De là à agiter le drapeau de l'indépendance à l'instar de leurs camarades écossais du SNP ? Peu probable selon Moya Jones : "Ils ne menaceront pas d'indépendance. Il n'y a pas cet appétit comme en Écosse. L'économie galloise ne pourrait pas le supporter."

Il y aussi, selon la chercheuse, des raisons historiques derrière cette absence de vélléité indépendantiste : "Le Pays de Galles a été envahi dès le XIIIe siècle, écrasé par les rois anglais puis absorbé au XVIe siècle par Henri VIII. Le pays n'a pas eu d'identité séparée, ni législative, ni administrative, ni juridique." Alors qu’au même moment, l'Écosse disposait, elle, toujours de son propre système de gouvernement avec ses institutions et sa monarchie et ce jusqu'en 1707, date de l'Acte d'Union.

"En Écosse, quand le Parlement a été rétabli en 1998, on a parlé de réouverture même si elle avait lieu avec un délai de 300 ans", note Moya Jones. "Au Pays de Galles, la création d'une assemblée locale était une nouveauté constitutionnelle totale."

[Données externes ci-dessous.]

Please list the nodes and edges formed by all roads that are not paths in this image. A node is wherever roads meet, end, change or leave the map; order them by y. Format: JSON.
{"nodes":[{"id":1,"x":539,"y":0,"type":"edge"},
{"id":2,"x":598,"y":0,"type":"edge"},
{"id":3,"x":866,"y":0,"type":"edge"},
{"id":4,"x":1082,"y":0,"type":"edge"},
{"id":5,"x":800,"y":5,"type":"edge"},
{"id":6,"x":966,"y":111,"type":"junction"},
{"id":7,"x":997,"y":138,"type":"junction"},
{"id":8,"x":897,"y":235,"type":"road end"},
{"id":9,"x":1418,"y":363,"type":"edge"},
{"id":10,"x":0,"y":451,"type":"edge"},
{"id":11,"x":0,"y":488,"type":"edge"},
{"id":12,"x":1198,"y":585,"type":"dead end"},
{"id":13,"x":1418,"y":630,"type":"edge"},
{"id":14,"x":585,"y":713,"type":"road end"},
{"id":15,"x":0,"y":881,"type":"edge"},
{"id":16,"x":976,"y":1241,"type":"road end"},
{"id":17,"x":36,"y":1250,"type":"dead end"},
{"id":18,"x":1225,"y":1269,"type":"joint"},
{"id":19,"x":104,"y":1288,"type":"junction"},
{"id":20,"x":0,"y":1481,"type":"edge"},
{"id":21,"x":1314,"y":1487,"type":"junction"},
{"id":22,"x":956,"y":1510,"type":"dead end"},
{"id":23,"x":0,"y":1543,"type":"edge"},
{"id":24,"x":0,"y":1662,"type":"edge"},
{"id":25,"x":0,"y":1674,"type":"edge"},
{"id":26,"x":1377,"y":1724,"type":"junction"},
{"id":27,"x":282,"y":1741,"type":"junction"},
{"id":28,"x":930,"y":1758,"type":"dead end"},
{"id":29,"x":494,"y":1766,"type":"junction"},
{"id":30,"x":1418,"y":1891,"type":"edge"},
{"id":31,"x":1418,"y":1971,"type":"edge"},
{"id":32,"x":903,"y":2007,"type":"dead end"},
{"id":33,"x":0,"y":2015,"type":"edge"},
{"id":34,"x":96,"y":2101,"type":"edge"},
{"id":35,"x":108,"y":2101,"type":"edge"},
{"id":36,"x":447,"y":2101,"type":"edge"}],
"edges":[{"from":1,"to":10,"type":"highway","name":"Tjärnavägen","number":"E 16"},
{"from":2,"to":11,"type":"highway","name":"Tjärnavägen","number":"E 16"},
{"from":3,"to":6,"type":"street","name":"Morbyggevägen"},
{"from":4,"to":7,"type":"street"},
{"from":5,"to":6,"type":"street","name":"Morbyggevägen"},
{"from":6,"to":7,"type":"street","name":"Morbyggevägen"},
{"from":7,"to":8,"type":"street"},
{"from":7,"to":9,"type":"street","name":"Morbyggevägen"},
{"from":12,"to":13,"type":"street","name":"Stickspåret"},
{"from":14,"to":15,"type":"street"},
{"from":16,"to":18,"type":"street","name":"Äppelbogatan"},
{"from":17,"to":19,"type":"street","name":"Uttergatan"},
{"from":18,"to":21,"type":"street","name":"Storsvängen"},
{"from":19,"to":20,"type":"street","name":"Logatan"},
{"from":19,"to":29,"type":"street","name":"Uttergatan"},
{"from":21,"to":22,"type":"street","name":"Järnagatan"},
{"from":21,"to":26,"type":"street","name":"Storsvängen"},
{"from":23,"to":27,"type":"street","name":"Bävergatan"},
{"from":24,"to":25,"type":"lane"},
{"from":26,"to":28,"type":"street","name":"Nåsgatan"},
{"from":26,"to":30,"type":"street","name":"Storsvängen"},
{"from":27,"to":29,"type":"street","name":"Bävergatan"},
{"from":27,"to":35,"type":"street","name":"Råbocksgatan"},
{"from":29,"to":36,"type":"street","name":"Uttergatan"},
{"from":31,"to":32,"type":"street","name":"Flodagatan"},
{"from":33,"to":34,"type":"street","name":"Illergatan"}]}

Le Plaid Cymru espère pourtant instaurer un rapport de forces avec Londres. Prenant exemple sur le SNP écossais, les députés du parti nationaliste au Senedd ont demandé un vote symbolique pour s'opposer au déclenchement de l'article 50 par Theresa May le 9 février. Peine perdue, la motion du parti a généré peu de soutiens, même de la part de leurs alliés travaillistes avec qui ils avaient pourtant cosigné le Livre blanc. Le leader travailliste Carwyn Jones ne veut pas entendre parler de blocage du Brexit : "Nous ne pouvons pas et nous ne devrions pas bloquer le déclenchement des négociations. Le résultat du référendum était clair et nous devons le respecter." Reste à en tenter d'en tirer le meilleur parti.